Soren's eyes skimmed faster.

He didn't want condolences.

He didn't want empty words.

He found the part that mattered, the part his mother had written not to comfort him, but to arrange the household like pieces on a board.

— Since the previous heir of the household has passed away, we have selected a new heir, that being Alice Arden, your younger sister. I hope this choice doesn't hurt you and that you continue to enjoy playing around as you have been…

Soren's vision sharpened.

His jaw clenched so hard it hurt.

Playing around.

As if he hadn't spent his life being pressed into shapes he didn't fit, as if his failures were entertainment, as if his existence could be dismissed with a careless line.

He didn't finish reading.

He tore the letter in half.

Then in half again.

Then again, shredding it until his fingers ached and scraps fluttered to the floor like dead leaves.

It wasn't enough.

Nothing was enough.

The anger surged through him hot and wild, then drained away so quickly it left him dizzy, empty, hollowed out.

His mother hadn't even written his name properly at the top, not in the way she wrote Alice's, not with pride.

She hadn't even given him the courtesy of the family name in the greeting.

A small, deliberate cut.

A quiet statement of abandonment.

Soren stared at the mess around him, paper scraps, broken wood, dust in the corners where it had gathered for days.

The floor was dirty.

There were crusted plates in the sink.

The house smelled stale, like grief soaked into the walls.
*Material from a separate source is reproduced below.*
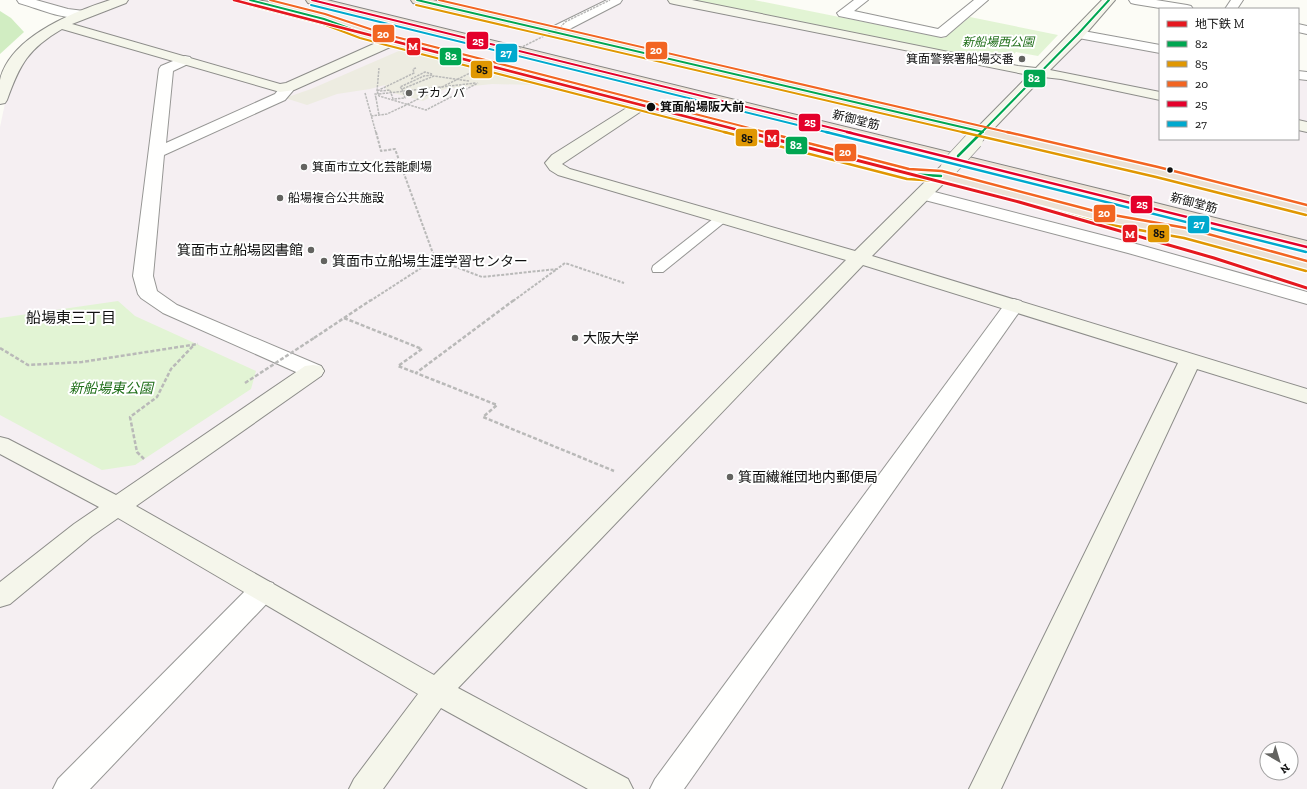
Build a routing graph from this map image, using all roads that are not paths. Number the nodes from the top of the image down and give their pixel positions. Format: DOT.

Soren looked down at himself.

The same clothes, two weeks unwashed, sweat dried into the fabric.

His hair oily and knotted.

His nails bitten down unevenly, fingers raw where he had chewed them without noticing.

He swallowed, throat sore.

He was pathetic.

Always so pathetic.

"What do I do now…" he whispered, and the question didn't feel dramatic; it felt genuinely blank, as if his mind had run out of paths.

He couldn't live like this forever.

He didn't know how to live any other way.

Then, uninvited, a memory surfaced, clear and sharp.

Freya at the breakfast table, eyes too shiny, voice too careful.

— What do you think about going to Stellaris Academy?

And then, softer, planning for him even as she was breaking.

— I think it would be a good place for you to go, you could make some friends, see the world…

Soren's breath shuddered.

"Stellaris Academy," he murmured.

He hadn't wanted it.

He had barely listened when she had said it, too focused on the thought of being separated from her again, too focused on keeping her close.

Now she was gone anyway.

His family had abandoned him.

The money Freya left would last, but not long, and he knew the Arden household would not lift a finger for him beyond what appearances demanded.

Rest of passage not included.